Under controversial plans proposed four years ago - after a damning critique of the current police force structure - about half of the 43 forces in England and Wales could have disappeared and been turned into as few as 17 superforces.
The idea won favour with police chiefs in West Midlands, Staffordshire and Warwickshire, who signed a historic pact to push forward with merger plans although West Mercia was dead set against the idea.
But the plan sparked bitter conflict among those in charge of running the 43 separate constabularies and was scrapped after an outcry from some reluctant police chiefs and politicians.
Sir Paul, a keen supporter of amalgamation plans, said he could see no real reason why there wouldn’t be changes.
“It was the product of the evolution of policing over the past 150 years,” he said. “Common sense tells me it would be rather strange if all that just stopped. I don’t think you can deliver the totality of quality of policing the public quite rightly expect in 43 forces of such different sizes because there is a technical requirement that requires level of size to deliver.

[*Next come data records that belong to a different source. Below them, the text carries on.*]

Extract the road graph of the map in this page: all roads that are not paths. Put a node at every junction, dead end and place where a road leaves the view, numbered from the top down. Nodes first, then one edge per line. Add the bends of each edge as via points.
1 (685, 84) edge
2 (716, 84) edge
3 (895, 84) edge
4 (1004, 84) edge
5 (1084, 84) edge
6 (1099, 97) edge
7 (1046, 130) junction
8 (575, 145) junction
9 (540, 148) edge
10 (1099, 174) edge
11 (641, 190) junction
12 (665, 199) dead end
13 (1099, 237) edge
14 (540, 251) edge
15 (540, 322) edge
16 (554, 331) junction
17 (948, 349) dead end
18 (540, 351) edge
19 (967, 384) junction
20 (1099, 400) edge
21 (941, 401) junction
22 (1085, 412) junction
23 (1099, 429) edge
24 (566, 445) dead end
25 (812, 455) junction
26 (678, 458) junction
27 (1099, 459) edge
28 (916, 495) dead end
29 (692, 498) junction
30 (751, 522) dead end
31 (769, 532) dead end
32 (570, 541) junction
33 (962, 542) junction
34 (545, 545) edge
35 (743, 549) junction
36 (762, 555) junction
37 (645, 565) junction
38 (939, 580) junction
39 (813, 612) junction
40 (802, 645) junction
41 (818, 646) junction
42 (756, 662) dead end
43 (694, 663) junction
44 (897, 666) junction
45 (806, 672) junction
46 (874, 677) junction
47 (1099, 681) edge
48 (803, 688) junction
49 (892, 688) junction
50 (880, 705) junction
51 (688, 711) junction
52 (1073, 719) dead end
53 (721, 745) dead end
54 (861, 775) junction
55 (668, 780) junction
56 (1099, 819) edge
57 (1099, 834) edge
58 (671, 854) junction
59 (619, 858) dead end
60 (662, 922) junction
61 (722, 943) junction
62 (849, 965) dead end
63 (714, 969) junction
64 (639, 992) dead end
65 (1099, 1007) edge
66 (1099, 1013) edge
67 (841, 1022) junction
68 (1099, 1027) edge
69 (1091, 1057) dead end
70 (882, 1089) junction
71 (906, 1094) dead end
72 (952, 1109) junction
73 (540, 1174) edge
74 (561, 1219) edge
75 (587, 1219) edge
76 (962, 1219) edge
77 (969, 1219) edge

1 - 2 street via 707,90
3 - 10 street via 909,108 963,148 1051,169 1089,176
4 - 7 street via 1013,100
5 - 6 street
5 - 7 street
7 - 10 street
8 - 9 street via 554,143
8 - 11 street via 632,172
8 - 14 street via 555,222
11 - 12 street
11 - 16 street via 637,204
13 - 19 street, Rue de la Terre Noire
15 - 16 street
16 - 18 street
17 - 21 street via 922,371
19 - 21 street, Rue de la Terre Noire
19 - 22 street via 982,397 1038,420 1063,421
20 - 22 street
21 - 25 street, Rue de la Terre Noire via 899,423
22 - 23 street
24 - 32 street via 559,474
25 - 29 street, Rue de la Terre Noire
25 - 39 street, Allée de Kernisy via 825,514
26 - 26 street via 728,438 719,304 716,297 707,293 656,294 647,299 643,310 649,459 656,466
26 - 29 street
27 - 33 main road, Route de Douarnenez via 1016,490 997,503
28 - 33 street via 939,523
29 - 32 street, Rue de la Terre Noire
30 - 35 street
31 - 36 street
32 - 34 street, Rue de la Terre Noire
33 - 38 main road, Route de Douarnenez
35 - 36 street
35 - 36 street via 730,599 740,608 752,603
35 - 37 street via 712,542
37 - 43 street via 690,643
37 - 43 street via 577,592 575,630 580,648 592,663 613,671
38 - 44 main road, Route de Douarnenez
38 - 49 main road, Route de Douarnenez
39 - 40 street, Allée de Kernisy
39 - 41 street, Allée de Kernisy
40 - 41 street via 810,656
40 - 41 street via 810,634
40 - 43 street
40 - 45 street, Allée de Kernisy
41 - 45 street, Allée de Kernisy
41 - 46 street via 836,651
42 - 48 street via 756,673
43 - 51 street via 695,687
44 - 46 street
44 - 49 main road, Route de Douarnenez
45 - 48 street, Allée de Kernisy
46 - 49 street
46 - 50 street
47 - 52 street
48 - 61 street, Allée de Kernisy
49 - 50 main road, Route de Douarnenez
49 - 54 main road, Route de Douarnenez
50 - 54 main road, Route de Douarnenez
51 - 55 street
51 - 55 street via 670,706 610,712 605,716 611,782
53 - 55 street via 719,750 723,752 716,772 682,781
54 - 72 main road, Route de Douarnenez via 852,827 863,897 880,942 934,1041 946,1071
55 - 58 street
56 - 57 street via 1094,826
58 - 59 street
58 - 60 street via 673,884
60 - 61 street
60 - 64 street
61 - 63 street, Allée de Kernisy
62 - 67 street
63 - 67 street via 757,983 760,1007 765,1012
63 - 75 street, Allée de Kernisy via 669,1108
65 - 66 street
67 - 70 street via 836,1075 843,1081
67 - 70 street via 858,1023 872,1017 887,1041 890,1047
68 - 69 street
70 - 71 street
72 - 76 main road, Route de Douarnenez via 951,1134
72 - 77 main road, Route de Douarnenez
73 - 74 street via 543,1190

“Whilst we can talk about co-operation and collaboration, which will take us some of the way, it is inevitable that maybe 43 forces is too many.”
Sir Paul, who retires at the end of the month after seven years at the top, said fears that bigger meant “large, unaccountable and remote” was unfounded.
He pointed out that West Midlands Police had the second lowest council tax precept in the country and the lowest management overheads but the policing was still delivered in 21 very local units.
“The West Midlands, I hope, will be a beacon,” he said. “One of the biggest historical reasons against amalgamation was that people didn’t want large unaccountable remote police forces. I agree with that.
“But I think we have demonstrated in the West Midlands that is not the case. We’re a large police force but we’re not remote and not unaccountable.
“We’re more local in the way we deliver services because we have empowered local police officers to deliver in Birmingham, Coventry, West Bromwich. Dudley, Brierley Hill and places in between, in a very local way. But we have overlaid it with the capability to deliver those special services in a cost effective and appropriate way whenever needed.
“Some of those specialist skills don’t need to be called upon every day but with a force the size of the West Midlands we can make those available when needed at very reasonable cost.”
The four Midland forces already share counter terrorism, and intelligence units but whether there is the will locally for any of them to merge remains to be seen.
However, Sir Paul’s replacement, former West Midlands deputy chief constable Chris Sims, is moving from his job as Chief Constable with neighbouring Staffordshire police. He led the regional police team that looked at possible mergers between the four Midlands forces.